May the Source Be With You: 4 Implications of China’s Latest Stance on the OPM Hack

According to the Chinese state-run Xinhua news, the OPM breach, “turned out to be a criminal case rather than a state-sponsored cyber attack as the U.S. previously suspected.” Yesterday, the Washington Post similarly reported the arrest of Chinese criminal hackers, which has since circulated and been sourced across numerous outlets.

Similar to remarks following the US-Sino cyber agreement from September, many pundits are claiming a sea change in Chinese cyber activity. These perceptions unfortunately ignore centuries of theories and data on how states manage the tight balancing act to appease both international as well as domestic audiences. The need to assuage both international and domestic groups leads states to pursue policies that support their own incentive structure and overarching goal of staying in power. By focusing on this latest news from the Chinese government’s perspective, it’s easier to extract insights on their actions and the plausible gap between what is said in the diplomatic arena and what occurs in the nebulous realm of cyberspace.

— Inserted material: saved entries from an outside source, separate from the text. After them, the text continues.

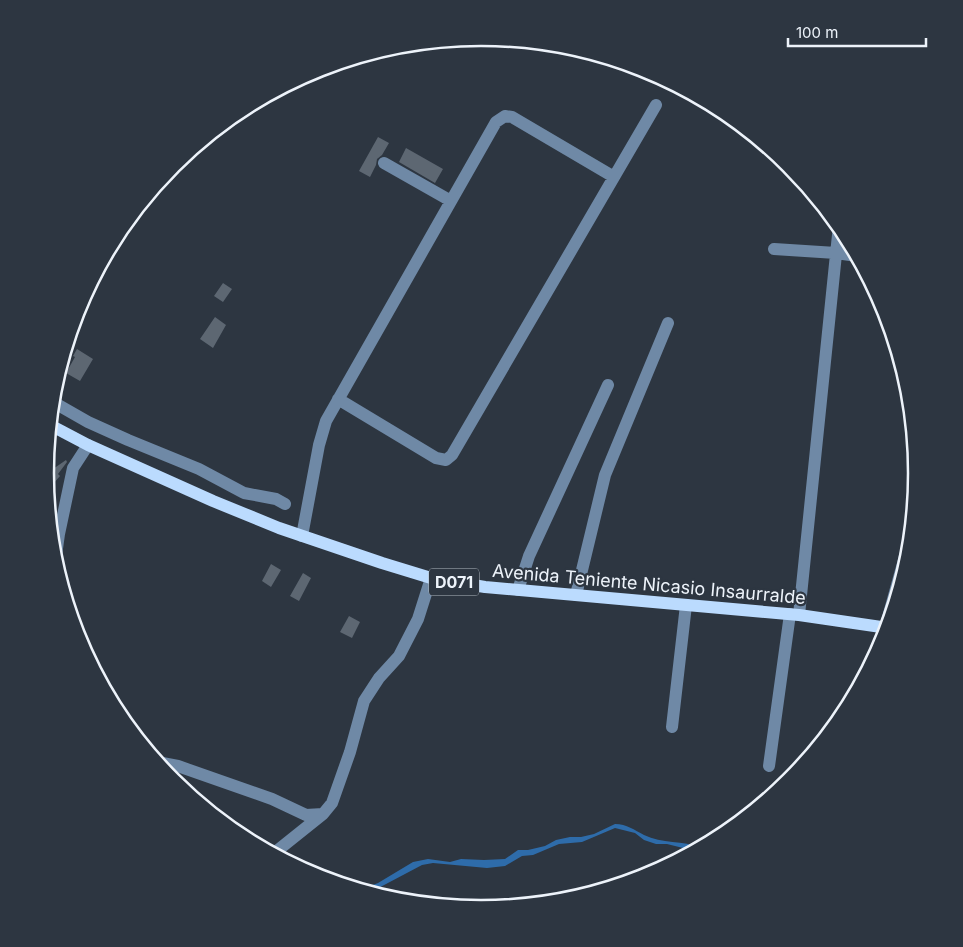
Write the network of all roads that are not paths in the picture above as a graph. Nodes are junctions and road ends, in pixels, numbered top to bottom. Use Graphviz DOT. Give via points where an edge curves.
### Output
graph roads {
  1 [pos="656,105"];
  2 [pos="384,163"];
  3 [pos="614,177"];
  4 [pos="451,201"];
  5 [pos="838,237"];
  6 [pos="774,248"];
  7 [pos="836,253"];
  8 [pos="849,255"];
  9 [pos="668,323"];
  10 [pos="608,385"];
  11 [pos="338,399"];
  12 [pos="60,406"];
  13 [pos="57,429"];
  14 [pos="88,445"];
  15 [pos="285,504"];
  16 [pos="59,535"];
  17 [pos="302,536"];
  18 [pos="431,578"];
  19 [pos="518,590"];
  20 [pos="576,595"];
  21 [pos="686,605"];
  22 [pos="794,614"];
  23 [pos="880,627"];
  24 [pos="672,727"];
  25 [pos="168,764"];
  26 [pos="769,766"];
  27 [pos="323,814"];
  28 [pos="279,850"];
  1 -- 3 [label="street"];
  2 -- 4 [label="street"];
  3 -- 4 [label="street" via="512,117 505,116 496,122"];
  3 -- 11 [label="street" via="452,455 446,460 436,458"];
  4 -- 11 [label="street"];
  5 -- 7 [label="street"];
  6 -- 7 [label="street"];
  7 -- 8 [label="street"];
  7 -- 22 [label="street"];
  9 -- 20 [label="street" via="605,475"];
  10 -- 19 [label="street" via="529,556"];
  11 -- 17 [label="street" via="319,444"];
  12 -- 15 [label="street" via="120,437 199,469 244,492 276,498"];
  13 -- 14 [label="main road, Avenida Teniente Nicasio Insaurralde / D071"];
  14 -- 16 [label="street" via="73,468"];
  14 -- 17 [label="main road, Avenida Teniente Nicasio Insaurralde / D071" via="213,501"];
  17 -- 18 [label="main road, Avenida Teniente Nicasio Insaurralde / D071"];
  18 -- 19 [label="main road, Avenida Teniente Nicasio Insaurralde / D071"];
  18 -- 27 [label="street" via="418,620 399,656 364,701 342,776 332,803"];
  19 -- 20 [label="main road, Avenida Teniente Nicasio Insaurralde / D071"];
  20 -- 21 [label="main road, Avenida Teniente Nicasio Insaurralde / D071"];
  21 -- 22 [label="main road, Avenida Teniente Nicasio Insaurralde / D071"];
  21 -- 24 [label="street"];
  22 -- 23 [label="main road, Avenida Teniente Nicasio Insaurralde / D071"];
  22 -- 26 [label="street"];
  25 -- 27 [label="street" via="272,799 306,815"];
  27 -- 28 [label="street"];
}
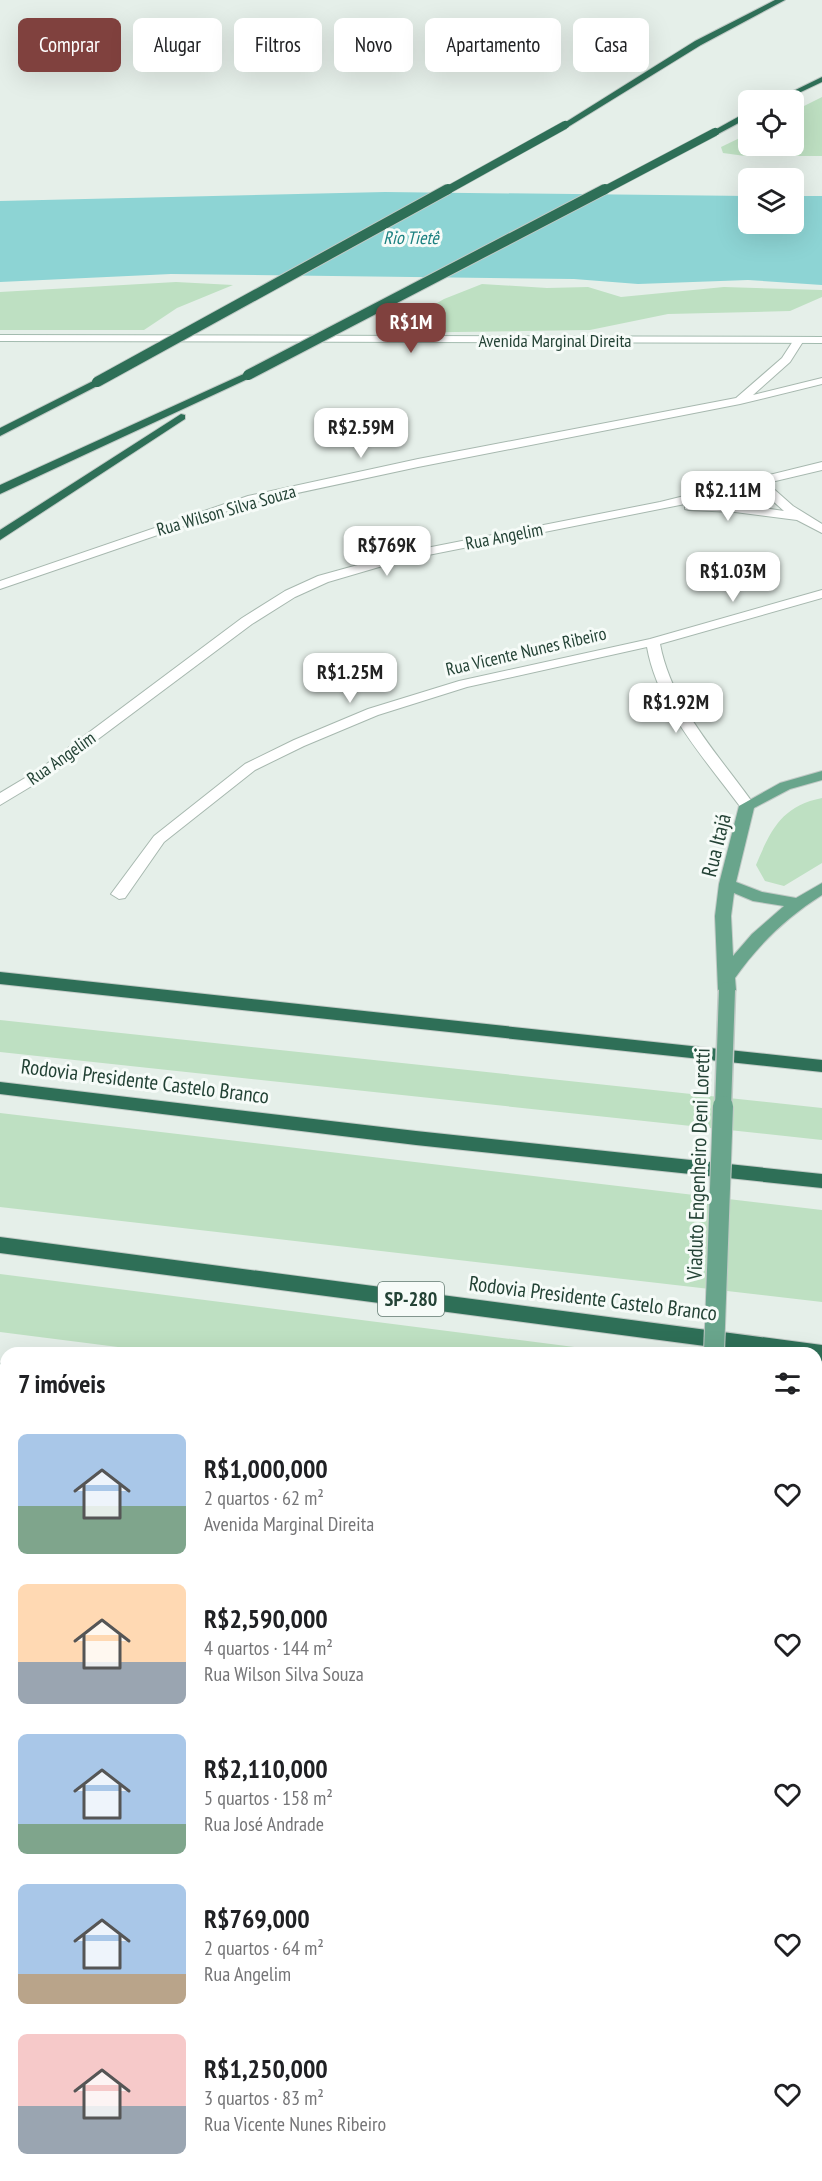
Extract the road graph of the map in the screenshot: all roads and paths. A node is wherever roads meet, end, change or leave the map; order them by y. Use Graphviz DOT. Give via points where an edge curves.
graph roads {
  1 [pos="781,0"];
  2 [pos="822,79"];
  3 [pos="799,90"];
  4 [pos="738,121"];
  5 [pos="0,338"];
  6 [pos="799,340"];
  7 [pos="822,340"];
  8 [pos="822,381"];
  9 [pos="227,386"];
  10 [pos="740,401"];
  11 [pos="0,434"];
  12 [pos="822,466"];
  13 [pos="759,482"];
  14 [pos="0,490"];
  15 [pos="660,506"];
  16 [pos="797,516"];
  17 [pos="822,529"];
  18 [pos="0,537"];
  19 [pos="0,585"];
  20 [pos="822,594"];
  21 [pos="653,642"];
  22 [pos="822,775"];
  23 [pos="0,800"];
  24 [pos="747,806"];
  25 [pos="727,884"];
  26 [pos="822,888"];
  27 [pos="119,894"];
  28 [pos="796,903"];
  29 [pos="0,965"];
  30 [pos="0,978"];
  31 [pos="727,983"];
  32 [pos="173,998"];
  33 [pos="822,1066"];
  34 [pos="0,1088"];
  35 [pos="822,1182"];
  36 [pos="0,1245"];
  37 [pos="714,1347"];
  38 [pos="776,1347"];
  1 -- 11 [label="highway, bridge" via="721,28 565,125"];
  2 -- 3 [label="highway"];
  4 -- 9 [label="highway, bridge"];
  5 -- 6 [label="street, Avenida Marginal Direita"];
  6 -- 7 [label="street, Avenida Marginal Direita"];
  6 -- 10 [label="street" via="786,360"];
  8 -- 10 [label="street, Rua Wilson Silva Souza"];
  9 -- 14 [label="highway"];
  9 -- 18 [label="highway"];
  10 -- 19 [label="street, Rua Wilson Silva Souza" via="248,500"];
  12 -- 13 [label="street, Rua Angelim"];
  13 -- 15 [label="street, Rua Angelim"];
  13 -- 16 [label="street"];
  15 -- 16 [label="street" via="735,508"];
  15 -- 23 [label="street, Rua Angelim" via="454,545 323,579 247,621 45,772"];
  16 -- 17 [label="street"];
  20 -- 21 [label="street, Rua Vicente Nunes Ribeiro"];
  21 -- 24 [label="street, Rua Itajá" via="666,689 682,717"];
  21 -- 27 [label="street, Rua Vicente Nunes Ribeiro" via="464,684 373,712 299,743 250,767 159,839"];
  22 -- 24 [label="main road" via="785,786"];
  24 -- 25 [label="main road, Rua Itajá"];
  25 -- 28 [label="main road" via="759,897"];
  25 -- 31 [label="main road, Rua Itajá" via="722,937"];
  26 -- 28 [label="main road"];
  28 -- 31 [label="main road" via="744,951"];
  29 -- 32 [label="highway"];
  30 -- 32 [label="highway"];
  31 -- 37 [label="main road, Viaduto Engenheiro Deni Loretti, bridge"];
  32 -- 33 [label="highway"];
  34 -- 35 [label="highway, Rodovia Presidente Castelo Branco"];
  36 -- 38 [label="highway, Rodovia Presidente Castelo Branco / SP-280"];
}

Below are four assumptions that – when viewed through a strategic, Chinese perspective – should be met with a solid amount of skepticism as the OPM plot thickens:

  1. OPM was not state-sponsored. China has devoted significant capital claiming they are not perpetrators of malicious activity in the cyber domain. By allegedly finding the criminal group behind the OPM hack, China is able to save face internationally and maintain the façade of the pursuit of benign activity in cyberspace. Moreover, by identifying the perpetrators as Chinese criminals, the Chinese government rationalizes away any evidence that may point to China, while distancing any government involvement
  2. China is holding domestic criminals accountable. The Chinese government has a long history of leveraging scapegoats, as is evident in the ongoing crackdown on corruption. Accountability and scapegoating are very different, and confounding the two only leads to erroneous interpretations of activities.
  3. Norms are working. Xinhua’s announcement supports the ongoing perception that US-shaped global norms may be impacting Chinese digital activity. Unfortunately, this ignores the difficulty in establishing norms, which generally follow a steep S-curve and take significant time and resources to establish in the international system. Moreover, Chinese overt announcements toward cooperation occurred just as the US was about to impose economic sanctions due to the string of breaches attributed to China, including OPM as well as GitHub, United Airlines, Anthem, and the National Oceanic and Atmospheric Administration, to name a few.  This behavior does not change overnight, nor do norms become embedded quickly enough to alter behavior that significantly. Conversely, self-interest (not so-called cyber norms) dominates states behavior, and will continue to rationalize the gap between diplomatic behavior and covert activity.
  4. The source is credible. Finally, a dominant source of information on the arrest of Chinese criminals for OPM is Xinhuanet, run by Xinhua News Agency, the official media outlet for the state government. Like virtually all state-run media platforms in non-democracies, Chinese state-run platforms have a reputation as serving as a propaganda tool of the state. In the 2014 World Press Freedom Index, China ranks 175 out of 180, barely edging out Somalia and Syria in press liberties.

As additional details are disclosed over the next few weeks and months regarding the OPM hack, greater scrutiny of the sources and incentive structures should be explored before making grand assertions of strategic behavioral shifts. Diplomatic maneuvering between states to shape both domestic and international perceptions is an omnipresent characteristic of the international system. It would be wise to remain cognizant of motives and activities before believing the next state-sponsored media report.